Naquele mesmo inquérito, Almeida Faria aproveitou para desviar-se da questão que lhe fora colocada, mostrando o desagrado por, de tudo o que escreveu, raramente ter escapado ao destino comum do que se contenta em ser mera literatura. “Quanto aos meus desconhecidos leitores, raro recebo um gesto ou eco deles, e lamento. Dos críticos cá vou tendo notícias, sempre muito grato quando dizem mal: a estupidez alheia dá-me raiva e a raiva é para a minha musa um estímulo excepcional nos vários sentidos da palavra (…), durante anos consegui não publicar nada só para não ver o meu nome na imprensa, na pena de gente que não me merece nenhum respeito. Porém, quando tal gente já se preparava para me considerar morto e enterrado, voltei a publicar para chatear essa gentalha.”
Para lá do imenso escrúpulo desta escrita, usando sempre de contenção, enquanto estima a língua e a combina num apuro sedutor, Almeida Faria não radicaliza a expressão futilmente, não tenta esmagar o leitor com recurso a excessos ‘atabafantes’. Tratando o leitor como um igual, e o seu tempo como se fosse de facto um bem limitado e inestimável, combina o lirismo e a ironia, a sensualidade e a lucidez, e é, sobretudo, um dos muito raros romancistas que, entre nós, realmente parecem convictos do valor da ficção, de modo a que o mundo que reflectem seja mais do que uma simples distorção, ou “desestabilização superficial dos factos”. James Wood estabelece esta diferença num ensaio a propósito de W.G. Sebald recolhido em “A Herança Perdida” (Quetzal, 2012).

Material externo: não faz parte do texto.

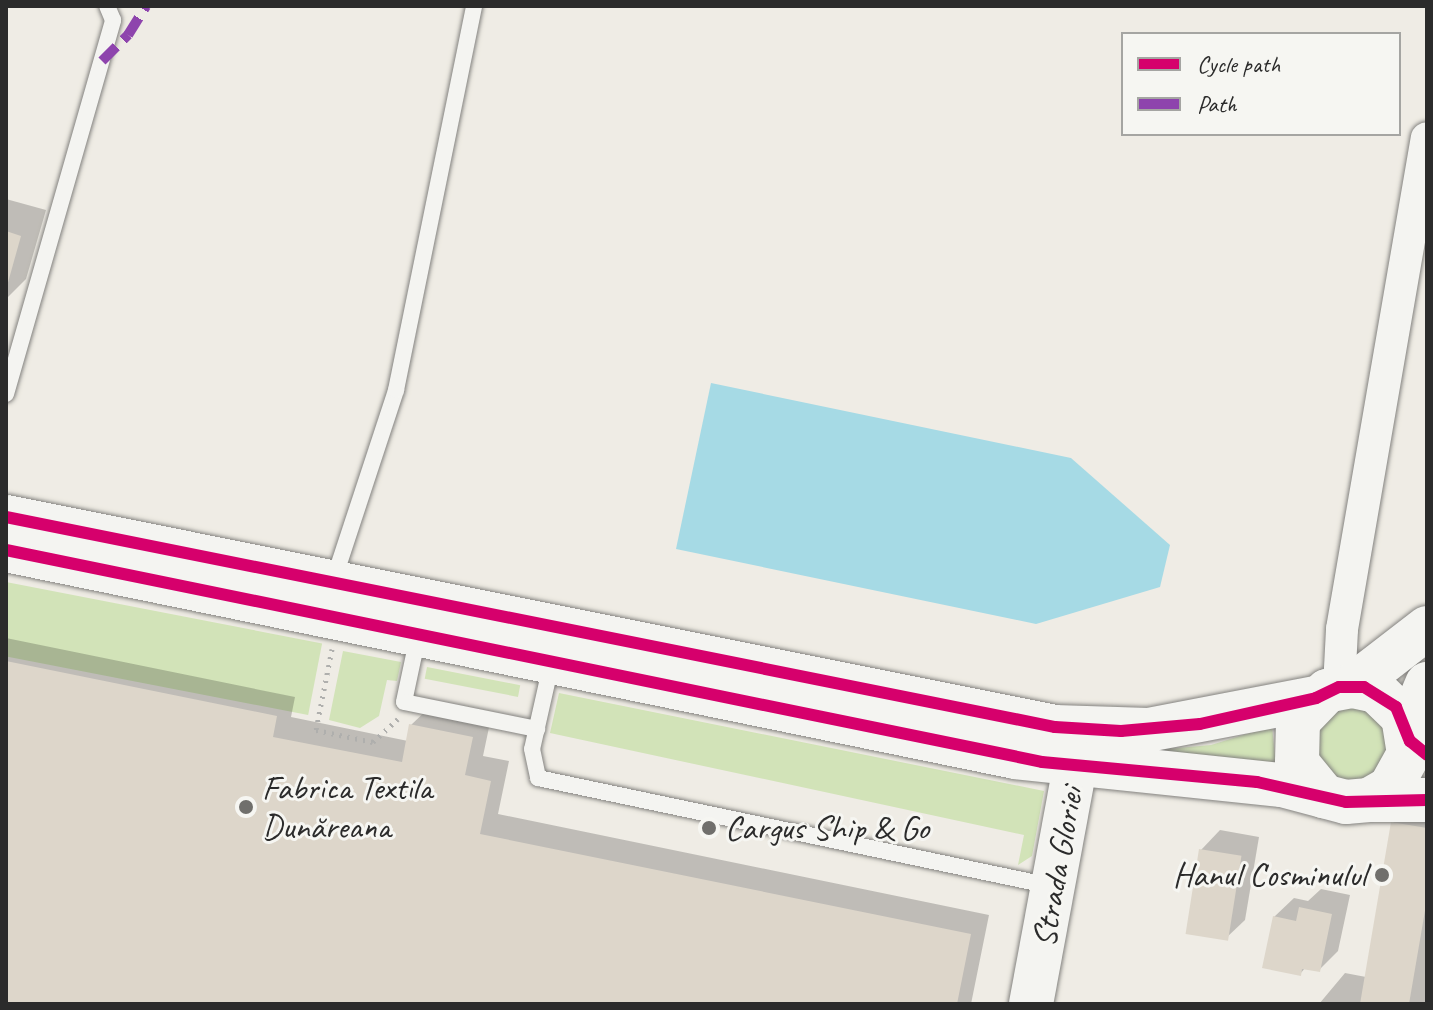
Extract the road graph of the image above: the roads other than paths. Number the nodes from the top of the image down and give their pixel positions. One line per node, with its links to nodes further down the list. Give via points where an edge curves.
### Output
1 (107, 6): 4 (lane, via 113,20)
2 (474, 6): 7 (lane, via 396,390)
3 (1427, 138): 12 (street, via 1342,629)
4 (6, 394)
5 (6, 517): 7 (main road)
6 (6, 550): 9 (main road)
7 (333, 583): 15 (main road, via 1007,720)
8 (1427, 628): 12 (main road)
9 (419, 633): 10 (main road); 13 (lane, via 404,702)
10 (552, 660): 13 (lane); 15 (main road)
11 (1427, 684): 14 (main road)
12 (1336, 690): 14 (main road, via 1387,698); 15 (main road); 16 (main road, via 1298,721 1294,749 1303,776)
13 (537, 729): 19 (lane, via 532,765 538,778)
14 (1415, 742): 17 (main road, via 1399,778)
15 (1079, 748): 16 (main road); 19 (main road, Strada Gloriei)
16 (1324, 796): 17 (main road, via 1346,802)
17 (1369, 800): 18 (main road)
18 (1427, 800)
19 (1054, 887): 20 (main road, Strada Gloriei)
20 (1031, 1004)

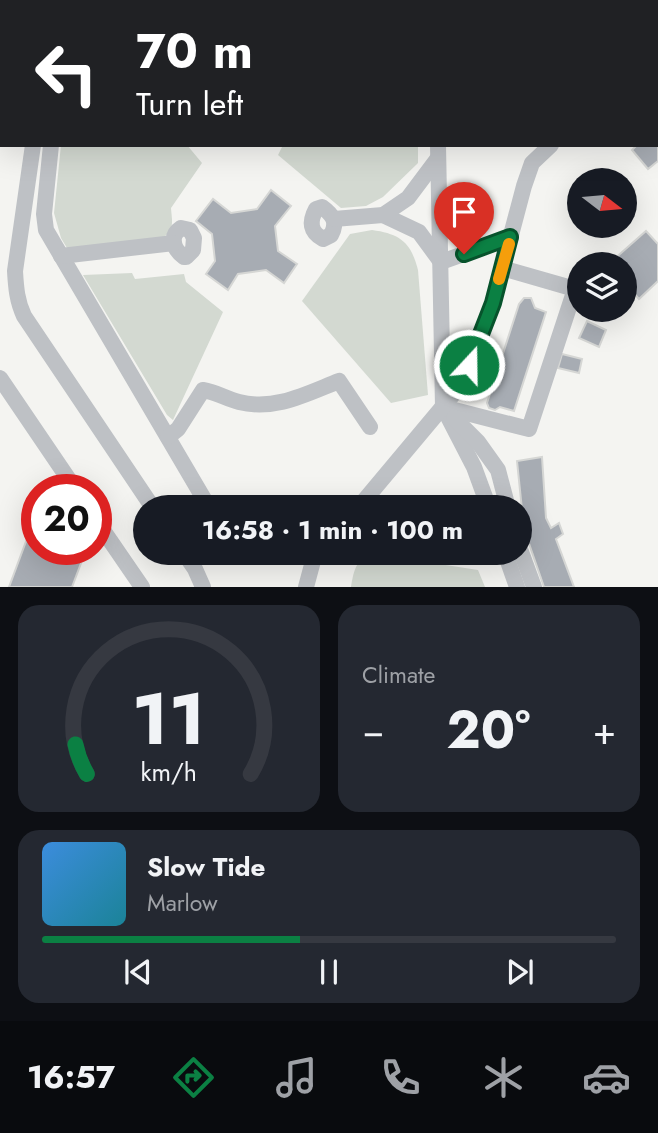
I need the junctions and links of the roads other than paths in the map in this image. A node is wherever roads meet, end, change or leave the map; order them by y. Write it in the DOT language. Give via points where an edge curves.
graph roads {
  1 [pos="33,147"];
  2 [pos="51,147"];
  3 [pos="549,147"];
  4 [pos="438,152"];
  5 [pos="383,215"];
  6 [pos="334,219"];
  7 [pos="510,237"];
  8 [pos="174,243"];
  9 [pos="61,256"];
  10 [pos="441,262"];
  11 [pos="502,268"];
  12 [pos="7,275"];
  13 [pos="0,378"];
  14 [pos="443,407"];
  15 [pos="370,426"];
  16 [pos="168,437"];
  17 [pos="65,474"];
  18 [pos="144,495"];
  19 [pos="202,495"];
  20 [pos="369,495"];
  21 [pos="484,495"];
  22 [pos="505,495"];
  23 [pos="112,543"];
  24 [pos="192,565"];
  25 [pos="312,565"];
  26 [pos="509,565"];
  27 [pos="526,565"];
  28 [pos="142,587"];
  29 [pos="203,587"];
  30 [pos="306,587"];
  31 [pos="517,587"];
  32 [pos="534,587"];
  1 -- 12 [label="lane"];
  2 -- 9 [label="lane" via="44,214 46,230"];
  3 -- 7 [label="lane" via="532,163"];
  4 -- 5 [label="lane" via="408,198"];
  4 -- 10 [label="lane"];
  5 -- 6 [label="lane"];
  5 -- 10 [label="lane" via="419,232"];
  7 -- 10 [label="lane"];
  7 -- 11 [label="lane"];
  8 -- 9 [label="lane"];
  9 -- 16 [label="lane"];
  10 -- 14 [label="lane"];
  11 -- 14 [label="lane" via="461,386"];
  11 -- 14 [label="lane" via="575,289 529,429"];
  12 -- 18 [label="lane" via="24,316"];
  13 -- 17 [label="lane"];
  14 -- 20 [label="lane"];
  14 -- 21 [label="lane"];
  14 -- 22 [label="lane" via="498,470"];
  15 -- 16 [label="lane" via="339,381 272,405 238,402 203,390"];
  16 -- 19 [label="lane"];
  23 -- 28 [label="lane"];
  24 -- 29 [label="lane"];
  25 -- 30 [label="lane"];
  26 -- 31 [label="lane"];
  27 -- 32 [label="lane"];
}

Sem querer estabelecer um paralelo com aquele autor, é importante notar como o mundo contemporâneo só entra na ficção de Almeida Faria enquanto sonho. O que parecem simples factos tornam-se elementos indecifráveis. Isto coloca-o ainda hoje no campo oposto da literatura que mais escola fez entre nós. É o caso de Lobo Antunes, que tem hoje muitos discípulos mais e menos assumidos, sendo um escritor que há décadas pouco mais tem feito senão tecer longas litanias deslumbradas consigo mesmas, obras que não alcançam esse “absoluto filtrado”. A persistente fraude de que vem escrevendo romances polifónicos revela-se um mero álibi para enquadrar delírios da linguagem, repetitivas encenações de um quotidiano reelaborado segundo um efeito de pura estesia, em que o excesso de pathos apenas serve um reflexo patético do mundo.
Já um escritor como Almeida Faria assume as suas falhas, arrisca ao adoptar a artificialidade que permite que a sua ficção construa uma realidade invisível. Um murmúrio que desequilibra o mundo e o atira para um sonho onde volta a ser possível a sua feroz recriação.